Les regards, et les coïncidences. Nos goûts, nos intérêts communs. Nos affinités, notre complicité. 

Et le fait que la vie semble déployer d'incommensurables efforts pour favoriser nos ébats impressionnistes.

Tout concourt à nous éloigner l'un de l'autre, et pourtant tu demeures, tu te graves en moi de manière quasi-permanente. Tu m'étonnes, me surprends, traces avec une lame brûlante tes initiales au creux de mon ventre. Tu t'immisces dans des sphères existentielles que j'avais clairement définies et séparées ; tu brouilles mes cartes et rejoins chacune de mes pensées. Tu te mires dans le miroir de ma vie à t'y inscrire en filigrane. Tu étales tes sourires jusqu'à la dernière lettre de mes lectures scolaires.
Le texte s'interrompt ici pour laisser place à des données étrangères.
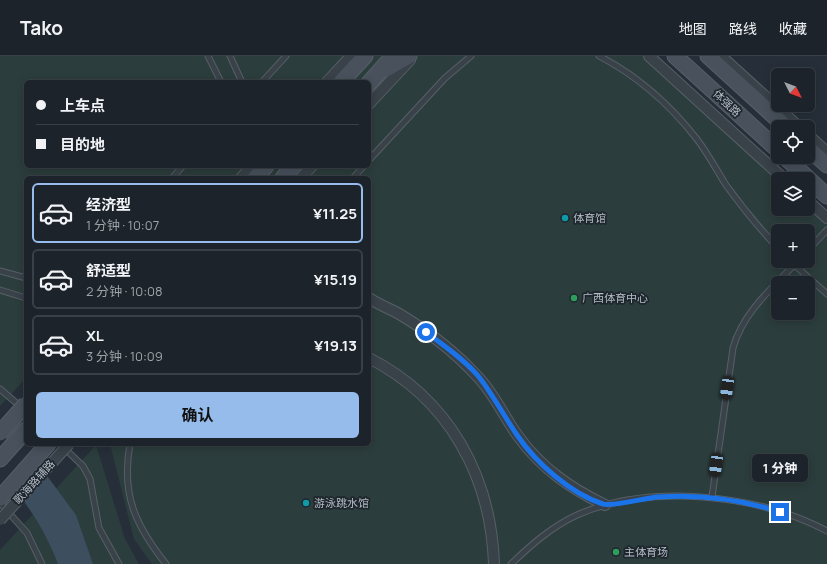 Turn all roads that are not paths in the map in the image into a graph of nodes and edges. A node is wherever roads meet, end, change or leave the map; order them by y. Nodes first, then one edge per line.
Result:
1 (208, 56) edge
2 (230, 56) edge
3 (286, 56) edge
4 (351, 56) edge
5 (365, 56) edge
6 (393, 56) edge
7 (409, 56) edge
8 (413, 56) edge
9 (472, 56) edge
10 (599, 56) edge
11 (649, 56) edge
12 (675, 56) edge
13 (708, 56) edge
14 (721, 56) edge
15 (374, 78) edge
16 (220, 80) edge
17 (241, 80) edge
18 (264, 80) edge
19 (329, 80) edge
20 (343, 80) edge
21 (371, 102) edge
22 (778, 120) edge
23 (791, 120) edge
24 (827, 143) edge
25 (771, 144) edge
26 (815, 144) edge
27 (815, 146) edge
28 (815, 149) edge
29 (827, 152) edge
30 (371, 158) edge
31 (793, 164) edge
32 (827, 165) edge
33 (181, 168) edge
34 (250, 168) edge
35 (264, 168) edge
36 (292, 168) edge
37 (310, 168) edge
38 (362, 168) edge
39 (776, 172) edge
40 (174, 176) edge
41 (243, 176) edge
42 (257, 176) edge
43 (285, 176) edge
44 (303, 176) edge
45 (355, 176) edge
46 (827, 196) edge
47 (815, 207) edge
48 (827, 218) edge
49 (827, 230) edge
50 (771, 240) edge
51 (815, 243) edge
52 (789, 268) edge
53 (800, 268) edge
54 (0, 271) edge
55 (24, 277) edge
56 (0, 290) edge
57 (827, 294) edge
58 (24, 297) edge
59 (371, 299) edge
60 (371, 359) edge
61 (0, 389) edge
62 (24, 406) edge
63 (24, 410) edge
64 (24, 432) edge
65 (0, 433) edge
66 (46, 446) edge
67 (62, 446) edge
68 (67, 446) edge
69 (130, 446) edge
70 (0, 459) edge
71 (712, 497) junction
72 (0, 498) edge
73 (0, 503) edge
74 (605, 505) junction
75 (0, 520) edge
76 (827, 531) edge
77 (42, 564) edge
78 (119, 564) edge
79 (166, 564) edge
80 (494, 564) edge
81 (511, 564) edge

1 - 16 lane
2 - 17 lane
3 - 18 lane
4 - 19 street
5 - 20 main road
6 - 15 main road
7 - 15 main road
8 - 21 street
9 - 30 lane
10 - 50 lane
11 - 39 street
12 - 25 main road, 体强路
13 - 22 main road, 体强路
14 - 23 street
24 - 26 street
27 - 29 street
28 - 32 main road
31 - 46 main road
33 - 40 lane
34 - 41 street
35 - 42 main road
36 - 43 main road
37 - 44 street
38 - 45 lane
47 - 48 street
49 - 51 lane
52 - 71 lane
53 - 57 lane
54 - 55 lane
56 - 58 lane
59 - 74 street
60 - 80 street
61 - 63 lane
62 - 65 main road, bridge
64 - 70 main road
66 - 72 main road
67 - 78 lane
68 - 75 street, 歌海路辅路, bridge
69 - 79 lane
71 - 74 lane
71 - 76 lane
73 - 77 lane
74 - 81 lane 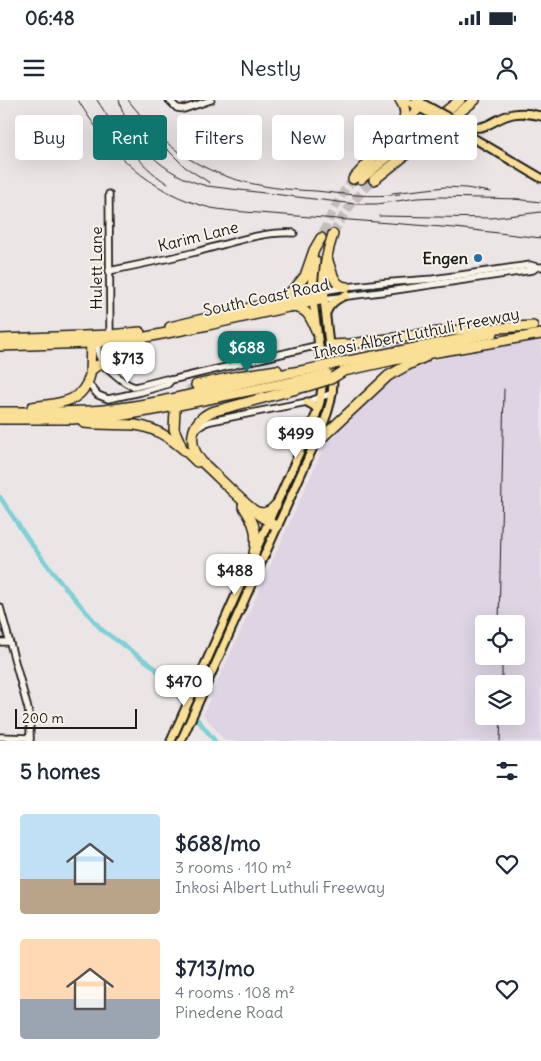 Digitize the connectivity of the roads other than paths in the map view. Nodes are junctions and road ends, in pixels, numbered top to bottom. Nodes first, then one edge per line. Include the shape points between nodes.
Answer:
1 (169, 100) edge
2 (212, 100) edge
3 (400, 100) edge
4 (405, 100) edge
5 (453, 100) edge
6 (460, 100) edge
7 (485, 100) edge
8 (472, 102) edge
9 (419, 103) edge
10 (448, 109) junction
11 (405, 115) edge
12 (409, 115) edge
13 (437, 115) edge
14 (440, 115) edge
15 (541, 116) edge
16 (486, 126) junction
17 (477, 128) edge
18 (477, 139) edge
19 (494, 150) junction
20 (373, 160) edge
21 (382, 160) edge
22 (541, 178) edge
23 (374, 180) tunnel mouth
24 (109, 194) dead end
25 (294, 234) dead end
26 (333, 234) tunnel mouth
27 (327, 255) junction
28 (539, 267) edge
29 (109, 271) junction
30 (346, 291) junction
31 (324, 295) junction
32 (313, 297) junction
33 (283, 304) junction
34 (326, 314) junction
35 (537, 325) edge
36 (316, 330) junction
37 (541, 334) edge
38 (0, 339) edge
39 (94, 339) junction
40 (110, 339) junction
41 (53, 340) junction
42 (42, 341) junction
43 (77, 343) junction
44 (319, 345) junction
45 (330, 345) junction
46 (0, 346) edge
47 (439, 351) junction
48 (91, 365) junction
49 (104, 365) junction
50 (344, 366) junction
51 (295, 372) junction
52 (307, 378) junction
53 (171, 380) junction
54 (88, 381) junction
55 (196, 385) tunnel mouth
56 (130, 386) junction
57 (333, 393) junction
58 (131, 394) junction
59 (321, 398) junction
60 (307, 402) junction
61 (175, 410) dead end
62 (318, 410) junction
63 (0, 414) edge
64 (14, 415) junction
65 (72, 419) junction
66 (194, 432) junction
67 (314, 446) junction
68 (182, 448) junction
69 (243, 506) junction
70 (276, 506) junction
71 (252, 509) junction
72 (267, 524) junction
73 (276, 529) junction
74 (254, 554) junction
75 (0, 607) edge
76 (0, 642) edge
77 (10, 642) junction
78 (0, 737) edge
79 (30, 739) edge
80 (172, 741) edge
81 (181, 741) edge

1 - 2 street via 177,108 184,109
3 - 11 highway
4 - 9 main road
5 - 10 highway
6 - 10 highway
7 - 8 highway
8 - 23 highway
9 - 12 highway
9 - 13 main road, bridge
10 - 14 highway
15 - 16 main road via 512,114
16 - 17 main road
16 - 19 main road via 481,135
18 - 19 main road
19 - 22 main road
20 - 21 highway via 357,179
24 - 29 street, Hulett Lane
25 - 29 street, Karim Lane via 257,236
26 - 27 highway
27 - 30 highway via 338,284
27 - 31 highway
28 - 30 street, South Coast Road via 409,285 381,283
29 - 40 street, Hulett Lane
30 - 31 street, South Coast Road
30 - 34 main road
31 - 32 highway, South Coast Road
31 - 34 main road
32 - 33 highway, South Coast Road
32 - 33 highway via 313,272 322,236 305,276
32 - 36 main road
33 - 36 highway via 303,309
33 - 40 highway, South Coast Road via 207,322
34 - 45 main road
35 - 45 highway via 446,331
35 - 50 highway, Inkosi Albert Luthuli Freeway
36 - 44 main road
37 - 47 highway, Inkosi Albert Luthuli Freeway
38 - 42 highway, South Coast Road
39 - 40 highway, South Coast Road
39 - 41 highway, South Coast Road
39 - 43 highway, South Coast Road
39 - 48 highway
39 - 49 street
41 - 42 highway, South Coast Road
41 - 43 highway, South Coast Road
42 - 46 highway, South Coast Road
43 - 48 highway
44 - 53 street
44 - 59 main road
45 - 57 main road
47 - 50 highway, Inkosi Albert Luthuli Freeway
47 - 67 highway via 388,376
48 - 49 highway
48 - 54 highway
49 - 56 street
50 - 52 highway, Inkosi Albert Luthuli Freeway, bridge
50 - 52 highway, bridge via 331,379
51 - 52 highway, Inkosi Albert Luthuli Freeway
51 - 55 highway via 264,372
51 - 64 highway, Inkosi Albert Luthuli Freeway via 128,406
52 - 65 highway, Inkosi Albert Luthuli Freeway via 154,410
52 - 66 highway via 211,412 200,419
53 - 56 street
53 - 58 street via 168,384
54 - 58 street via 102,398
54 - 64 highway via 83,391 70,400 33,407
56 - 58 street
57 - 59 street
57 - 67 main road
59 - 60 street
59 - 62 main road
60 - 62 main road
60 - 66 street via 211,421
61 - 68 highway via 174,429
62 - 70 main road
63 - 64 highway, Inkosi Albert Luthuli Freeway
64 - 65 highway, Inkosi Albert Luthuli Freeway
65 - 68 highway via 85,423 144,427 159,432
66 - 71 highway via 193,446 197,456
67 - 73 main road
68 - 69 highway
69 - 72 highway via 260,523
69 - 74 highway via 255,527
70 - 71 highway via 267,513
70 - 72 main road
71 - 72 highway
72 - 73 highway
72 - 74 main road
73 - 81 main road
74 - 80 main road
75 - 77 street
76 - 77 street
77 - 79 street via 28,709
78 - 79 street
Tu épouses mes mouvements de ta présence implicite, et je ne sais plus comment me défaire de cette parure vaine. 

Je m'abîme en ton regard brillant, et y lis toute l'estime que tu me portes, tout l'art et toute la musique que tu aimes. Je m'abîme en ton regard brillant, et y perçois la séquence cinématographique de tous ces moments passés ensemble. Je m'abîme en ton regard et me fracasse contre le brun qui sourit et m'empoisonne. 
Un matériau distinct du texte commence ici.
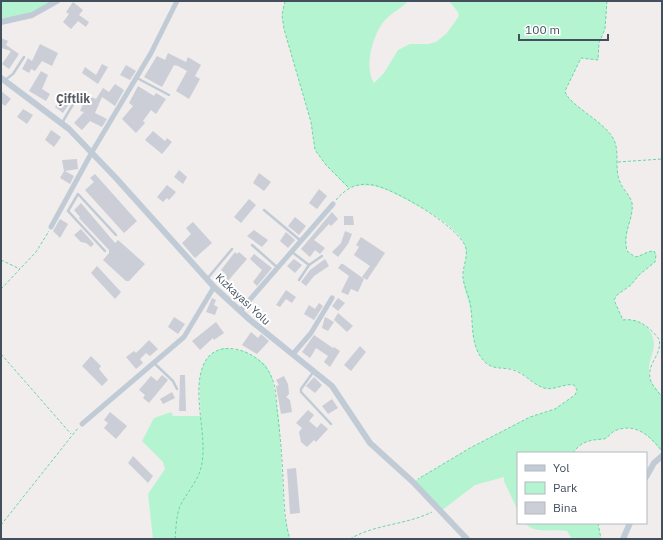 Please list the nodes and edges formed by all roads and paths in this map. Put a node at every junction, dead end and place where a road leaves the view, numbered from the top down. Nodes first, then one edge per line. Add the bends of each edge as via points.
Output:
1 (57, 1) edge
2 (177, 1) edge
3 (285, 1) edge
4 (607, 1) edge
5 (1, 22) edge
6 (24, 57) dead end
7 (137, 78) junction
8 (3, 79) edge
9 (168, 95) dead end
10 (76, 99) dead end
11 (61, 123) junction
12 (92, 152) junction
13 (662, 159) edge
14 (618, 162) junction
15 (348, 188) junction
16 (333, 204) joint
17 (264, 210) dead end
18 (60, 211) junction
19 (68, 211) junction
20 (51, 227) joint
21 (116, 235) dead end
22 (301, 241) junction
23 (252, 245) dead end
24 (232, 249) dead end
25 (105, 251) dead end
26 (292, 252) junction
27 (322, 256) dead end
28 (1, 260) edge
29 (309, 266) junction
30 (21, 269) junction
31 (278, 269) junction
32 (207, 279) junction
33 (299, 280) dead end
34 (214, 287) junction
35 (1, 289) edge
36 (332, 298) dead end
37 (240, 311) junction
38 (1, 354) edge
39 (293, 354) junction
40 (154, 362) junction
41 (314, 371) junction
42 (176, 389) dead end
43 (662, 397) edge
44 (82, 424) joint
45 (331, 424) dead end
46 (72, 435) junction
47 (574, 452) edge
48 (662, 452) edge
49 (662, 456) edge
50 (647, 475) edge
51 (412, 482) junction
52 (439, 508) junction
53 (598, 524) edge
54 (630, 524) edge
55 (1, 525) edge
56 (175, 539) edge
57 (290, 539) edge
58 (350, 539) edge
59 (467, 539) edge
60 (601, 539) edge
61 (623, 539) edge

1 - 5 street via 32,15
2 - 7 street
3 - 15 path via 282,15 284,29 308,110 315,150
4 - 14 path via 605,29 599,42 598,60 580,59 565,91 610,132 617,148
6 - 8 lane via 14,74
7 - 9 lane
7 - 12 street
8 - 11 street, Kızkayası Yolu
10 - 11 lane
11 - 12 street, Kızkayası Yolu
12 - 18 street
12 - 32 street, Kızkayası Yolu
13 - 14 path
14 - 43 path via 620,183 632,203 625,237 627,251 635,257 651,251 656,255 655,262 614,300 623,320 633,319 641,322 658,339 660,350 650,374 653,386
15 - 16 path
15 - 51 path via 373,185 387,190 440,219 462,239 466,250 463,279 470,300 474,339 478,353 491,367 515,370 544,388 570,384 577,390 571,399 555,409 530,417
16 - 22 street
17 - 22 lane
18 - 19 lane
18 - 20 street
19 - 21 lane via 78,194
19 - 25 lane
20 - 30 path via 36,252
22 - 26 street
23 - 31 lane
24 - 32 lane
26 - 29 lane
26 - 31 street
27 - 29 lane
28 - 30 path
29 - 33 lane
30 - 35 path
31 - 37 street
32 - 34 street, Kızkayası Yolu
34 - 37 street, Kızkayası Yolu
34 - 40 street via 184,337
36 - 39 street via 311,333
37 - 39 street, Kızkayası Yolu
38 - 46 path
39 - 41 street, Kızkayası Yolu
40 - 42 lane via 174,381
40 - 44 street
41 - 45 lane via 301,392
41 - 51 street, Kızkayası Yolu via 339,396 370,443
44 - 46 path
46 - 55 path
47 - 48 path via 582,443 597,438 604,439 618,429 631,428 647,434
49 - 50 street via 654,463
51 - 52 street, Kızkayası Yolu
52 - 58 path via 418,520 363,532
52 - 59 street, Kızkayası Yolu
53 - 60 path
54 - 61 street
56 - 57 path via 180,506 194,484 202,464 202,368 209,355 231,348 257,358 266,365 272,377 279,420 284,513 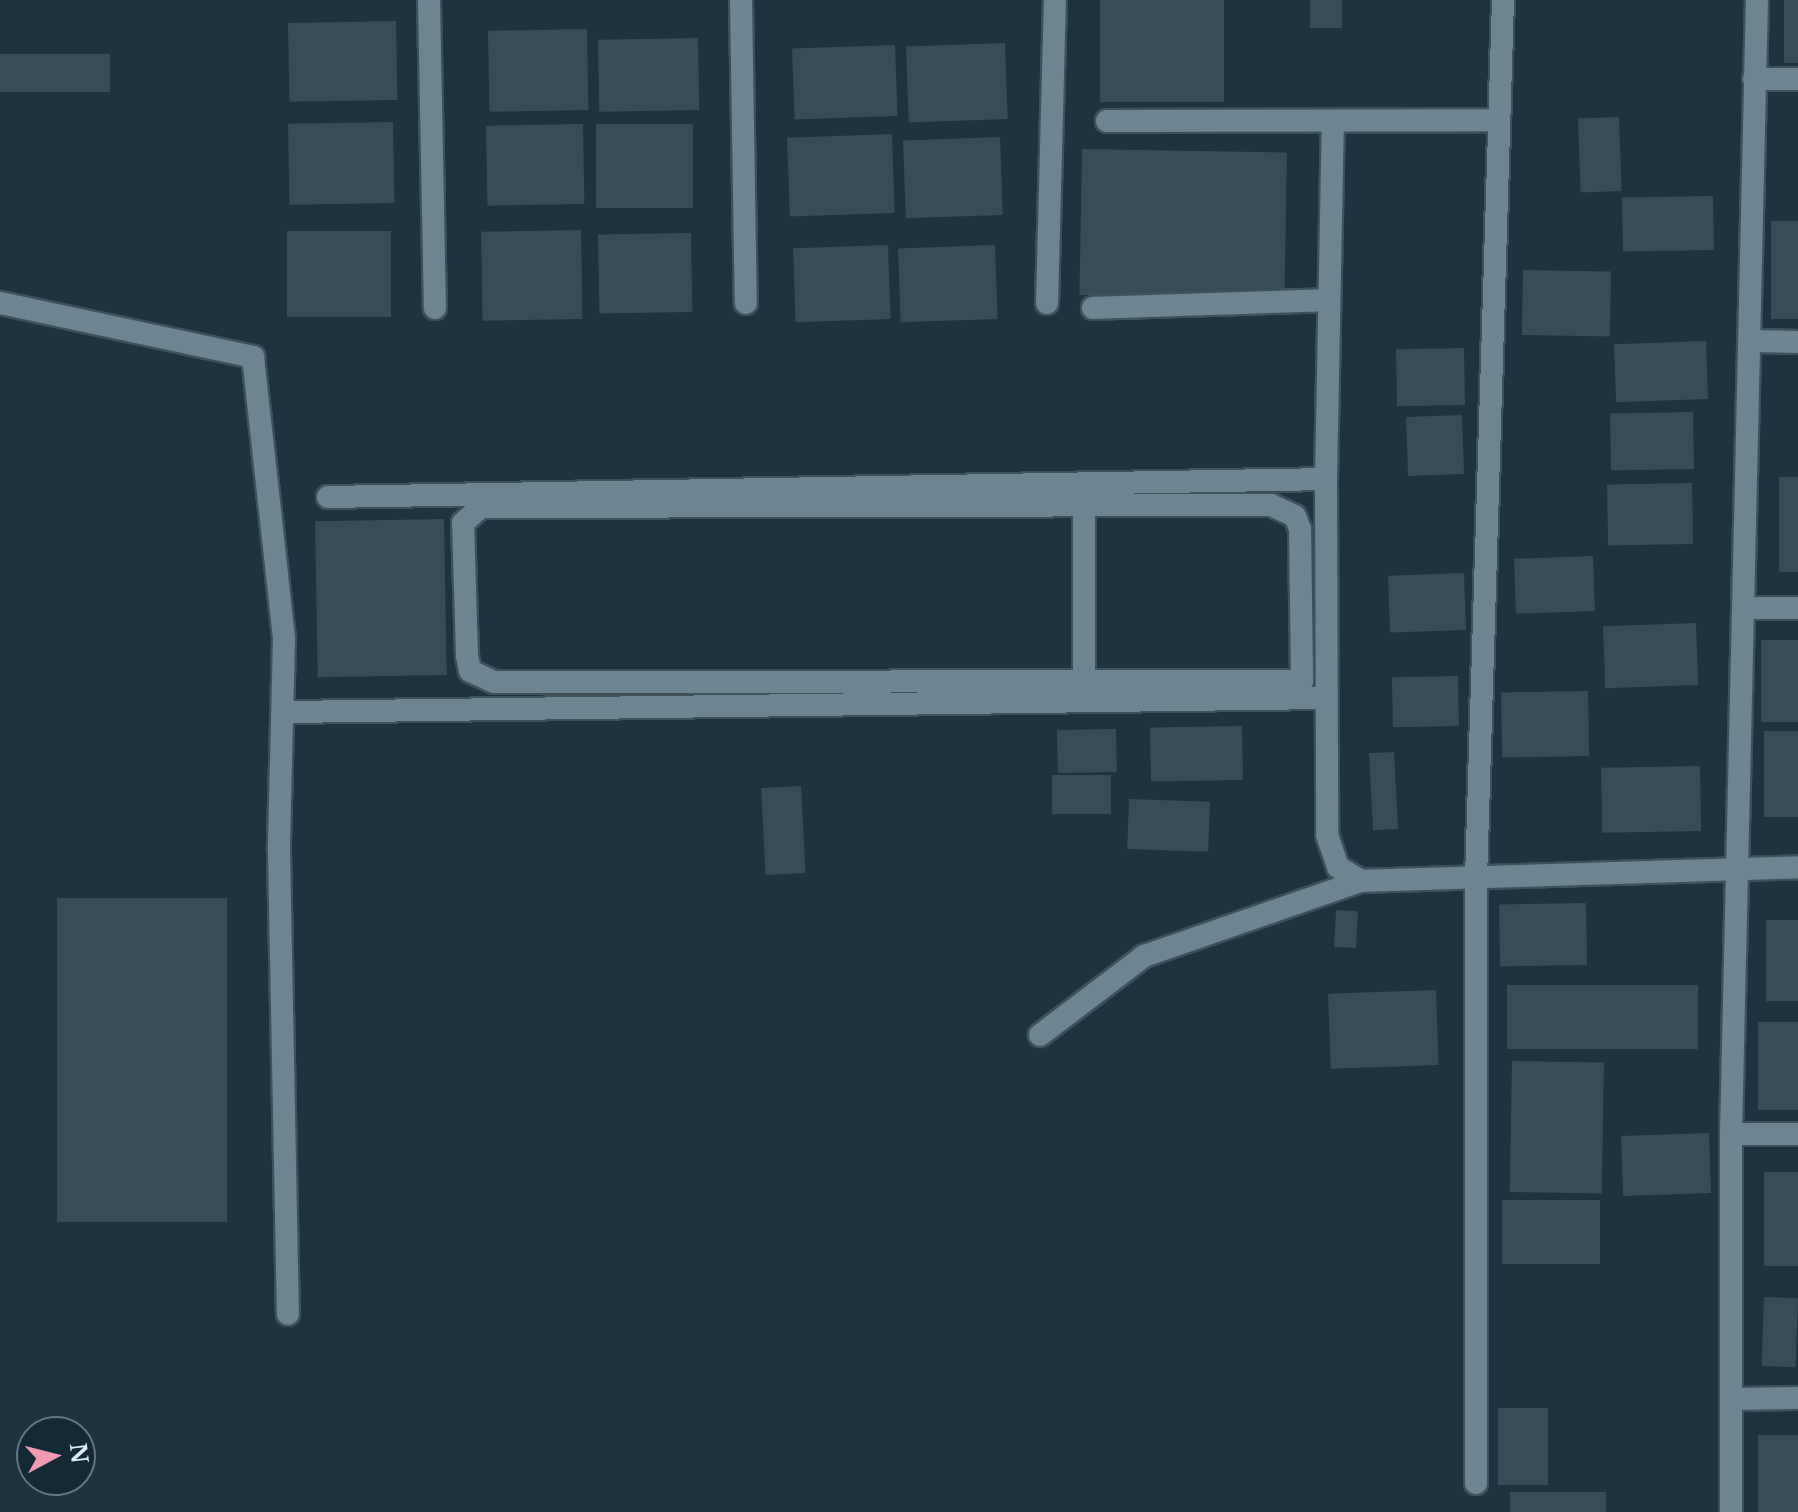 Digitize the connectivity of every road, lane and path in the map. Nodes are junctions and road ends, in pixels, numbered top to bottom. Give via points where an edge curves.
1 (429, 0) edge
2 (741, 0) edge
3 (1055, 0) edge
4 (1503, 0) edge
5 (1757, 0) edge
6 (1754, 79) junction
7 (1798, 79) edge
8 (1499, 120) junction
9 (1107, 121) dead end
10 (1333, 122) junction
11 (1329, 300) junction
12 (0, 303) edge
13 (746, 303) dead end
14 (1047, 303) dead end
15 (435, 308) dead end
16 (1093, 308) dead end
17 (1753, 341) junction
18 (1798, 342) edge
19 (1326, 479) junction
20 (328, 497) dead end
21 (1084, 506) junction
22 (1746, 608) junction
23 (1798, 608) edge
24 (864, 677) junction
25 (1084, 691) junction
26 (1310, 692) junction
27 (864, 705) junction
28 (285, 712) junction
29 (1736, 865) junction
30 (1798, 867) edge
31 (1476, 879) junction
32 (1361, 881) junction
33 (1040, 1035) dead end
34 (1731, 1134) junction
35 (1798, 1134) edge
36 (288, 1314) dead end
37 (1798, 1398) edge
38 (1731, 1399) junction
39 (1476, 1483) dead end
40 (1731, 1512) edge

1 - 15 street
2 - 13 street
3 - 14 street
4 - 8 street
5 - 6 street
6 - 7 street
6 - 17 street
8 - 10 street
8 - 31 street
9 - 10 street
10 - 11 street
11 - 16 street
11 - 19 street
12 - 28 street via 253,357
17 - 18 street
17 - 22 street
19 - 20 street
19 - 26 street
21 - 24 street via 481,507 463,523 467,656 470,671 482,678
21 - 25 street
21 - 26 street via 1271,505 1295,516
22 - 23 street
22 - 29 street
24 - 25 street
24 - 27 street
25 - 26 street
25 - 27 street
26 - 32 street via 1327,835 1338,867
27 - 28 street
28 - 36 street via 279,851
29 - 30 street
29 - 31 street
29 - 34 street
31 - 32 street
31 - 39 street
32 - 33 street via 1144,956
34 - 35 street
34 - 38 street
37 - 38 street
38 - 40 street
Octobre. Bientôt novembre. Je ne sais pas où tout ça s'en va, où je me propulse avec cet élan maladif qui est le mien. Cet élan de jeune romantique impuissante qui se mord les mains et qui tait ses envies charnelles. 

Octobre, les yeux comblés et les mains vides. Deux mois et quelques jours pour saisir ce que j'attends de tout ça.

Et ça serait déjà plus facile si tu n'avais pas lu Proust au complet, et aimé ça ! 

La vie : + 3
Isabelle : 0

Et je vogue à la dérive sur un prélude tragique de Chopin.